Una pvtada, porque la versión vanilla es una puta mierda llena de cagadas por todas partes que algunos modders se están encargando de arreglar.

El juenjo es como si te dejan un McLaren para que corras en un circuito, pero le rajan las ruedas porque "no quieren que corras mucho". Pero la base que tiene es cojonuda, cuando los modders terminen rompiendo el código para saber cómo editar los eventos en el mapa, se podrán hacer la hostia de cosas nuevas.

Por ahora es posible rebalancear todos los parámetros, y hacer intercambios de animaciones, con todo lo que eso implica.


----------



## Woden (27 May 2022)

Este juego, con pocas cosas más, sería imbatible, pero los putos japos lo han sacado con lo básico. Una lástima. Aun así lo he gostado y regostado.


----------



## NCB (28 May 2022)

Pues acaba de salir el cooperativo modeado para cuatro jugadores ilimitado... Jojojo esto deja en brajas al original. Coop de verdad y no la pvta mierda a cachos con invasiones constantes que tiene el original, y encima compatible con otros mods!!!!

Por lo que ahora se puede juenjear con mods online jojojojojojo Hikikomorismo en BENA


----------



## Red Herring (1 Jun 2022)

Nuevo update del chino :


----------



## k098 (7 Jun 2022)

Bueno... progresos (recordad que juego con teclado y ratón).

Dejé mi hechicera nivel 100 y pico y 80 horas (¿130?, no recuerdo) aburrido de lanzar fliflí y atascado en el gigante de fuego. Con mi nuevo build, un guerrero bestia, espadas colosales, he llegado al gigante en 29 horas y nivel 82, y también me atasqué un poco con ese boss. Cambié un poco la build a destreza y me lo he follado vivo con la uchigatana +13 (ahora la tengo +19) con cenizas de Seppuku y una docena de intentos. ¿Qué me recomendáis, paso el punto de no retorno o hago secundarias? Me he cargado a Rennala, al gordo ese del palacio, a Radahn, a los típicos del castillo pero no he hecho secundaria de Renni.

Aparte estoy imprimiéndome con la impresora de resina muñequitos. Ahí va el troll gigante.


----------



## Cuqui (7 Jun 2022)

k098 dijo:


> Bueno... progresos (recordad que juego con teclado y ratón).

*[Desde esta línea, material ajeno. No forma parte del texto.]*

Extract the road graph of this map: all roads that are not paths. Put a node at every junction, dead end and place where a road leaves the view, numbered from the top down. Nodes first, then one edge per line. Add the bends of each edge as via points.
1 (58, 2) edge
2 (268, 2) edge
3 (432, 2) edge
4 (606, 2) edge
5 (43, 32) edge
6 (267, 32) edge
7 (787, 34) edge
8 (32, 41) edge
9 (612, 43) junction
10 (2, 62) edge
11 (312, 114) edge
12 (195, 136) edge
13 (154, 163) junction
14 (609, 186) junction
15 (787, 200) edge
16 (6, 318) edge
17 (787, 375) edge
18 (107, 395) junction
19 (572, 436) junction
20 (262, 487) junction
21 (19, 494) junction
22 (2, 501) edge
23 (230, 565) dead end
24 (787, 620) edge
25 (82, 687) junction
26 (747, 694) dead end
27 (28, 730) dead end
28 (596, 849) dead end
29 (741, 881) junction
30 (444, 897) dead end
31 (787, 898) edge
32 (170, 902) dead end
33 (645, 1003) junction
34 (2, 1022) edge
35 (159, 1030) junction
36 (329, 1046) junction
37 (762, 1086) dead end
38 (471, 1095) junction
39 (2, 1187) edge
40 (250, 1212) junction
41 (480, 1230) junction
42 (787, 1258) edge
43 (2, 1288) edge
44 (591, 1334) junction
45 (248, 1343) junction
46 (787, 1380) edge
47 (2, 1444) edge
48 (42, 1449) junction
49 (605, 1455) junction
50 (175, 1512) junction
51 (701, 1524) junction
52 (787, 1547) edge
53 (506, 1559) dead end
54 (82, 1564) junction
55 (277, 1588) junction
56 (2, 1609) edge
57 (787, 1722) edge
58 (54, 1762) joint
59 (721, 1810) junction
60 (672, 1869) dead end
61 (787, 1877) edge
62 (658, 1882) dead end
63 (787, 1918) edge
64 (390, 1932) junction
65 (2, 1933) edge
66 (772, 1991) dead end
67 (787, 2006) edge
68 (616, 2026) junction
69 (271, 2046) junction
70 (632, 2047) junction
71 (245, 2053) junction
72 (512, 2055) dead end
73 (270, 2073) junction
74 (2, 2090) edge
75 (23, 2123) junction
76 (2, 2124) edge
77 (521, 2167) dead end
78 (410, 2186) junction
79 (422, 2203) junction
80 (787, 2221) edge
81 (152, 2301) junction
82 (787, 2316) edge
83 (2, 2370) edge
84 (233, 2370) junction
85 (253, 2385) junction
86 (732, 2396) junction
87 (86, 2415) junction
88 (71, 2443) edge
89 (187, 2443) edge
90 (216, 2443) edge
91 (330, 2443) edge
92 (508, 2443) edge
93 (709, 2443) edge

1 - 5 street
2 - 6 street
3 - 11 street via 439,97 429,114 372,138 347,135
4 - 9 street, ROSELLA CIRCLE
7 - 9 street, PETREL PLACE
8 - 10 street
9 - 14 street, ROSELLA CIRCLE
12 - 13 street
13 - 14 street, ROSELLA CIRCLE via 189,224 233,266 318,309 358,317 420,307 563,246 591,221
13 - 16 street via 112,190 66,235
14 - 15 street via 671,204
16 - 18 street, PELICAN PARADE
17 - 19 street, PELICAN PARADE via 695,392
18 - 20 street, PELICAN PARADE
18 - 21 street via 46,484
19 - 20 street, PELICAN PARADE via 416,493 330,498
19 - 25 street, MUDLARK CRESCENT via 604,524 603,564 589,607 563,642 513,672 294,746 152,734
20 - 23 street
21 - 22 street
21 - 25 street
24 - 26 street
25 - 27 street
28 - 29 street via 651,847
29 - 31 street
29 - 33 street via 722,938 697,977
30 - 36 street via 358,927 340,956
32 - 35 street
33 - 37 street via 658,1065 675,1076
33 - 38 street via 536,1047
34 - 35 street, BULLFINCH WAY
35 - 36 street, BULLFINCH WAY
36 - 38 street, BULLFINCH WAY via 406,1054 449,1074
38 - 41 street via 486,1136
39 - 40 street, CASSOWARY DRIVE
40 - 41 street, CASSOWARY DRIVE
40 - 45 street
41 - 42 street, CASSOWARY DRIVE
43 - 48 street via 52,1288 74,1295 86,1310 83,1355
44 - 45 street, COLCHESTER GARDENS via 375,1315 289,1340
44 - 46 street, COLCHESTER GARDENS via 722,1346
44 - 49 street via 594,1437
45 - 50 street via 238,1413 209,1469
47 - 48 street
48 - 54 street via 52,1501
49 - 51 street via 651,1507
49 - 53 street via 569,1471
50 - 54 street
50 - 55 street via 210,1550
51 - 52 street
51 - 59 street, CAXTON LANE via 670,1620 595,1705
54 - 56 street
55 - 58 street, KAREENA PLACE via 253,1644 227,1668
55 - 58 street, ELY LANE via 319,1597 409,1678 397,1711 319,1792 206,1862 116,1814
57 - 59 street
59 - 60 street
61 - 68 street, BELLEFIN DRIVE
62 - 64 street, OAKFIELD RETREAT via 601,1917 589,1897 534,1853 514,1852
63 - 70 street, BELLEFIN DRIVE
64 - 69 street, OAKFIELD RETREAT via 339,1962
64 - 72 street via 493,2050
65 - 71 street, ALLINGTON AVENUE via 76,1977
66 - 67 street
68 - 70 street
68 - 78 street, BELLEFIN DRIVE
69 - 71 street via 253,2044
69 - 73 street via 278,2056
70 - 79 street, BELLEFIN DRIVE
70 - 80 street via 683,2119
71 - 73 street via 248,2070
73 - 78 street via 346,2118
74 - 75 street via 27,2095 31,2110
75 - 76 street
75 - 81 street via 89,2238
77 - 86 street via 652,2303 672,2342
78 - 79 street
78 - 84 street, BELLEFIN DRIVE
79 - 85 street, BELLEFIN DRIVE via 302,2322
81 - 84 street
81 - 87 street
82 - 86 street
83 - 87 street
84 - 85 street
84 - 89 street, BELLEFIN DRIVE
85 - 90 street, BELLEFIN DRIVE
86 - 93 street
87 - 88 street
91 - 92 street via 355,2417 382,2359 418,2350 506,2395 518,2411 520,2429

Gastate unos euros en un mando, por Dios.


----------



## NCB (8 Jun 2022)

k098 dijo:


> Bueno... progresos (recordad que juego con teclado y ratón).
> 
> Dejé mi hechicera nivel 100 y pico y 80 horas (¿130?, no recuerdo) aburrido de lanzar fliflí y atascado en el gigante de fuego. Con mi nuevo build, un guerrero bestia, espadas colosales, he llegado al gigante en 29 horas y nivel 82, y también me atasqué un poco con ese boss. Cambié un poco la build a destreza y me lo he follado vivo con la uchigatana +13 (ahora la tengo +19) con cenizas de Seppuku y una docena de intentos. ¿Qué me recomendáis, paso el punto de no retorno o hago secundarias? Me he cargado a Rennala, al gordo ese del palacio, a Radahn, a los típicos del castillo pero no he hecho secundaria de Renni.
> 
> Aparte estoy imprimiéndome con la impresora de resina muñequitos. Ahí va el troll gigante.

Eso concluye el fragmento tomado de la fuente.